==== Supplied records ====

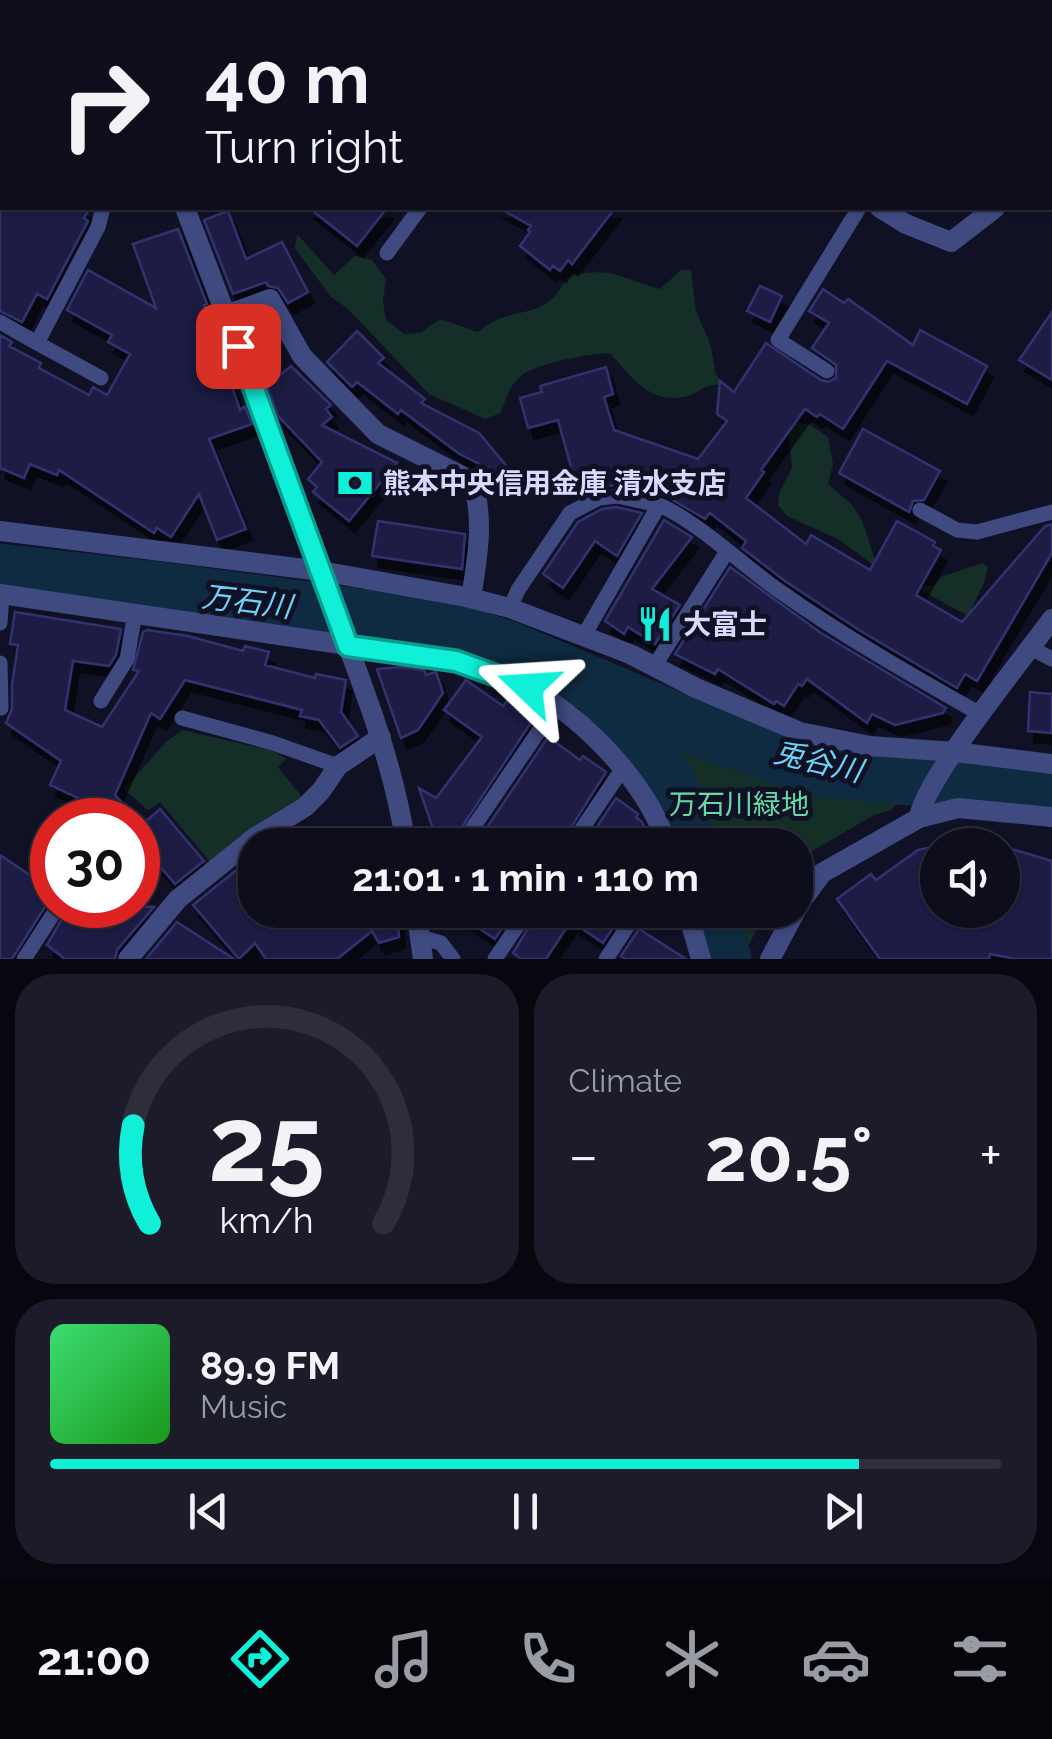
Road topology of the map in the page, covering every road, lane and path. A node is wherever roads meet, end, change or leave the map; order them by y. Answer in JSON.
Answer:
{"nodes":[{"id":1,"x":103,"y":210,"type":"edge"},
{"id":2,"x":186,"y":210,"type":"edge"},
{"id":3,"x":419,"y":210,"type":"edge"},
{"id":4,"x":858,"y":210,"type":"edge"},
{"id":5,"x":883,"y":210,"type":"edge"},
{"id":6,"x":992,"y":210,"type":"edge"},
{"id":7,"x":387,"y":253,"type":"dead end"},
{"id":8,"x":226,"y":315,"type":"junction"},
{"id":9,"x":0,"y":322,"type":"edge"},
{"id":10,"x":37,"y":343,"type":"junction"},
{"id":11,"x":827,"y":372,"type":"dead end"},
{"id":12,"x":101,"y":378,"type":"dead end"},
{"id":13,"x":659,"y":505,"type":"junction"},
{"id":14,"x":920,"y":510,"type":"dead end"},
{"id":15,"x":1052,"y":512,"type":"edge"},
{"id":16,"x":0,"y":531,"type":"edge"},
{"id":17,"x":726,"y":553,"type":"junction"},
{"id":18,"x":323,"y":579,"type":"junction"},
{"id":19,"x":1,"y":594,"type":"edge"},
{"id":20,"x":471,"y":598,"type":"junction"},
{"id":21,"x":510,"y":608,"type":"junction"},
{"id":22,"x":135,"y":613,"type":"junction"},
{"id":23,"x":1052,"y":619,"type":"edge"},
{"id":24,"x":0,"y":623,"type":"edge"},
{"id":25,"x":584,"y":637,"type":"junction"},
{"id":26,"x":346,"y":640,"type":"junction"},
{"id":27,"x":1030,"y":648,"type":"junction"},
{"id":28,"x":1052,"y":659,"type":"edge"},
{"id":29,"x":0,"y":663,"type":"edge"},
{"id":30,"x":655,"y":665,"type":"junction"},
{"id":31,"x":101,"y":702,"type":"dead end"},
{"id":32,"x":556,"y":706,"type":"junction"},
{"id":33,"x":1,"y":708,"type":"edge"},
{"id":34,"x":982,"y":715,"type":"junction"},
{"id":35,"x":182,"y":718,"type":"dead end"},
{"id":36,"x":381,"y":737,"type":"junction"},
{"id":37,"x":949,"y":761,"type":"junction"},
{"id":38,"x":1052,"y":764,"type":"edge"},
{"id":39,"x":338,"y":766,"type":"junction"},
{"id":40,"x":623,"y":768,"type":"junction"},
{"id":41,"x":919,"y":818,"type":"junction"},
{"id":42,"x":1052,"y":818,"type":"edge"},
{"id":43,"x":404,"y":828,"type":"edge"},
{"id":44,"x":473,"y":828,"type":"edge"},
{"id":45,"x":583,"y":828,"type":"edge"},
{"id":46,"x":662,"y":828,"type":"edge"},
{"id":47,"x":44,"y":928,"type":"edge"},
{"id":48,"x":419,"y":928,"type":"edge"},
{"id":49,"x":516,"y":928,"type":"edge"},
{"id":50,"x":626,"y":928,"type":"edge"},
{"id":51,"x":692,"y":928,"type":"edge"},
{"id":52,"x":420,"y":937,"type":"junction"},
{"id":53,"x":24,"y":959,"type":"edge"},
{"id":54,"x":128,"y":959,"type":"edge"},
{"id":55,"x":423,"y":959,"type":"edge"},
{"id":56,"x":453,"y":959,"type":"edge"},
{"id":57,"x":495,"y":959,"type":"edge"},
{"id":58,"x":606,"y":959,"type":"edge"},
{"id":59,"x":701,"y":959,"type":"edge"},
{"id":60,"x":770,"y":959,"type":"edge"}],
"edges":[{"from":1,"to":10,"type":"lane"},
{"from":2,"to":8,"type":"street"},
{"from":3,"to":7,"type":"lane"},
{"from":4,"to":11,"type":"lane"},
{"from":5,"to":6,"type":"street"},
{"from":8,"to":18,"type":"street"},
{"from":8,"to":20,"type":"street"},
{"from":9,"to":10,"type":"lane"},
{"from":10,"to":12,"type":"lane"},
{"from":13,"to":17,"type":"lane"},
{"from":13,"to":21,"type":"lane"},
{"from":13,"to":25,"type":"lane"},
{"from":14,"to":15,"type":"lane"},
{"from":16,"to":18,"type":"street"},
{"from":17,"to":30,"type":"lane"},
{"from":17,"to":34,"type":"lane"},
{"from":18,"to":20,"type":"street"},
{"from":18,"to":26,"type":"street"},
{"from":19,"to":22,"type":"street"},
{"from":19,"to":24,"type":"lane"},
{"from":20,"to":21,"type":"street"},
{"from":21,"to":25,"type":"street"},
{"from":22,"to":26,"type":"street"},
{"from":22,"to":31,"type":"lane"},
{"from":23,"to":27,"type":"street"},
{"from":25,"to":30,"type":"street"},
{"from":26,"to":32,"type":"street"},
{"from":26,"to":36,"type":"street"},
{"from":27,"to":28,"type":"lane"},
{"from":27,"to":34,"type":"street"},
{"from":29,"to":33,"type":"lane"},
{"from":30,"to":37,"type":"street"},
{"from":32,"to":40,"type":"street"},
{"from":32,"to":44,"type":"lane"},
{"from":34,"to":37,"type":"street"},
{"from":35,"to":39,"type":"lane"},
{"from":36,"to":39,"type":"street"},
{"from":36,"to":43,"type":"street"},
{"from":37,"to":38,"type":"street"},
{"from":37,"to":41,"type":"street"},
{"from":39,"to":54,"type":"street"},
{"from":40,"to":45,"type":"lane"},
{"from":40,"to":46,"type":"street"},
{"from":41,"to":42,"type":"street"},
{"from":41,"to":60,"type":"street"},
{"from":47,"to":53,"type":"lane"},
{"from":48,"to":52,"type":"street"},
{"from":49,"to":57,"type":"lane"},
{"from":50,"to":58,"type":"lane"},
{"from":51,"to":59,"type":"street"},
{"from":52,"to":55,"type":"street"},
{"from":52,"to":56,"type":"lane"}]}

====

The task:
A verbatim transcript of the entries above is required, with the pictures left out.

Result:
Road topology of the map in the page, covering every road, lane and path. A node is wherever roads meet, end, change or leave the map; order them by y. Answer in JSON.
Answer:
{"nodes":[{"id":1,"x":103,"y":210,"type":"edge"},
{"id":2,"x":186,"y":210,"type":"edge"},
{"id":3,"x":419,"y":210,"type":"edge"},
{"id":4,"x":858,"y":210,"type":"edge"},
{"id":5,"x":883,"y":210,"type":"edge"},
{"id":6,"x":992,"y":210,"type":"edge"},
{"id":7,"x":387,"y":253,"type":"dead end"},
{"id":8,"x":226,"y":315,"type":"junction"},
{"id":9,"x":0,"y":322,"type":"edge"},
{"id":10,"x":37,"y":343,"type":"junction"},
{"id":11,"x":827,"y":372,"type":"dead end"},
{"id":12,"x":101,"y":378,"type":"dead end"},
{"id":13,"x":659,"y":505,"type":"junction"},
{"id":14,"x":920,"y":510,"type":"dead end"},
{"id":15,"x":1052,"y":512,"type":"edge"},
{"id":16,"x":0,"y":531,"type":"edge"},
{"id":17,"x":726,"y":553,"type":"junction"},
{"id":18,"x":323,"y":579,"type":"junction"},
{"id":19,"x":1,"y":594,"type":"edge"},
{"id":20,"x":471,"y":598,"type":"junction"},
{"id":21,"x":510,"y":608,"type":"junction"},
{"id":22,"x":135,"y":613,"type":"junction"},
{"id":23,"x":1052,"y":619,"type":"edge"},
{"id":24,"x":0,"y":623,"type":"edge"},
{"id":25,"x":584,"y":637,"type":"junction"},
{"id":26,"x":346,"y":640,"type":"junction"},
{"id":27,"x":1030,"y":648,"type":"junction"},
{"id":28,"x":1052,"y":659,"type":"edge"},
{"id":29,"x":0,"y":663,"type":"edge"},
{"id":30,"x":655,"y":665,"type":"junction"},
{"id":31,"x":101,"y":702,"type":"dead end"},
{"id":32,"x":556,"y":706,"type":"junction"},
{"id":33,"x":1,"y":708,"type":"edge"},
{"id":34,"x":982,"y":715,"type":"junction"},
{"id":35,"x":182,"y":718,"type":"dead end"},
{"id":36,"x":381,"y":737,"type":"junction"},
{"id":37,"x":949,"y":761,"type":"junction"},
{"id":38,"x":1052,"y":764,"type":"edge"},
{"id":39,"x":338,"y":766,"type":"junction"},
{"id":40,"x":623,"y":768,"type":"junction"},
{"id":41,"x":919,"y":818,"type":"junction"},
{"id":42,"x":1052,"y":818,"type":"edge"},
{"id":43,"x":404,"y":828,"type":"edge"},
{"id":44,"x":473,"y":828,"type":"edge"},
{"id":45,"x":583,"y":828,"type":"edge"},
{"id":46,"x":662,"y":828,"type":"edge"},
{"id":47,"x":44,"y":928,"type":"edge"},
{"id":48,"x":419,"y":928,"type":"edge"},
{"id":49,"x":516,"y":928,"type":"edge"},
{"id":50,"x":626,"y":928,"type":"edge"},
{"id":51,"x":692,"y":928,"type":"edge"},
{"id":52,"x":420,"y":937,"type":"junction"},
{"id":53,"x":24,"y":959,"type":"edge"},
{"id":54,"x":128,"y":959,"type":"edge"},
{"id":55,"x":423,"y":959,"type":"edge"},
{"id":56,"x":453,"y":959,"type":"edge"},
{"id":57,"x":495,"y":959,"type":"edge"},
{"id":58,"x":606,"y":959,"type":"edge"},
{"id":59,"x":701,"y":959,"type":"edge"},
{"id":60,"x":770,"y":959,"type":"edge"}],
"edges":[{"from":1,"to":10,"type":"lane"},
{"from":2,"to":8,"type":"street"},
{"from":3,"to":7,"type":"lane"},
{"from":4,"to":11,"type":"lane"},
{"from":5,"to":6,"type":"street"},
{"from":8,"to":18,"type":"street"},
{"from":8,"to":20,"type":"street"},
{"from":9,"to":10,"type":"lane"},
{"from":10,"to":12,"type":"lane"},
{"from":13,"to":17,"type":"lane"},
{"from":13,"to":21,"type":"lane"},
{"from":13,"to":25,"type":"lane"},
{"from":14,"to":15,"type":"lane"},
{"from":16,"to":18,"type":"street"},
{"from":17,"to":30,"type":"lane"},
{"from":17,"to":34,"type":"lane"},
{"from":18,"to":20,"type":"street"},
{"from":18,"to":26,"type":"street"},
{"from":19,"to":22,"type":"street"},
{"from":19,"to":24,"type":"lane"},
{"from":20,"to":21,"type":"street"},
{"from":21,"to":25,"type":"street"},
{"from":22,"to":26,"type":"street"},
{"from":22,"to":31,"type":"lane"},
{"from":23,"to":27,"type":"street"},
{"from":25,"to":30,"type":"street"},
{"from":26,"to":32,"type":"street"},
{"from":26,"to":36,"type":"street"},
{"from":27,"to":28,"type":"lane"},
{"from":27,"to":34,"type":"street"},
{"from":29,"to":33,"type":"lane"},
{"from":30,"to":37,"type":"street"},
{"from":32,"to":40,"type":"street"},
{"from":32,"to":44,"type":"lane"},
{"from":34,"to":37,"type":"street"},
{"from":35,"to":39,"type":"lane"},
{"from":36,"to":39,"type":"street"},
{"from":36,"to":43,"type":"street"},
{"from":37,"to":38,"type":"street"},
{"from":37,"to":41,"type":"street"},
{"from":39,"to":54,"type":"street"},
{"from":40,"to":45,"type":"lane"},
{"from":40,"to":46,"type":"street"},
{"from":41,"to":42,"type":"street"},
{"from":41,"to":60,"type":"street"},
{"from":47,"to":53,"type":"lane"},
{"from":48,"to":52,"type":"street"},
{"from":49,"to":57,"type":"lane"},
{"from":50,"to":58,"type":"lane"},
{"from":51,"to":59,"type":"street"},
{"from":52,"to":55,"type":"street"},
{"from":52,"to":56,"type":"lane"}]}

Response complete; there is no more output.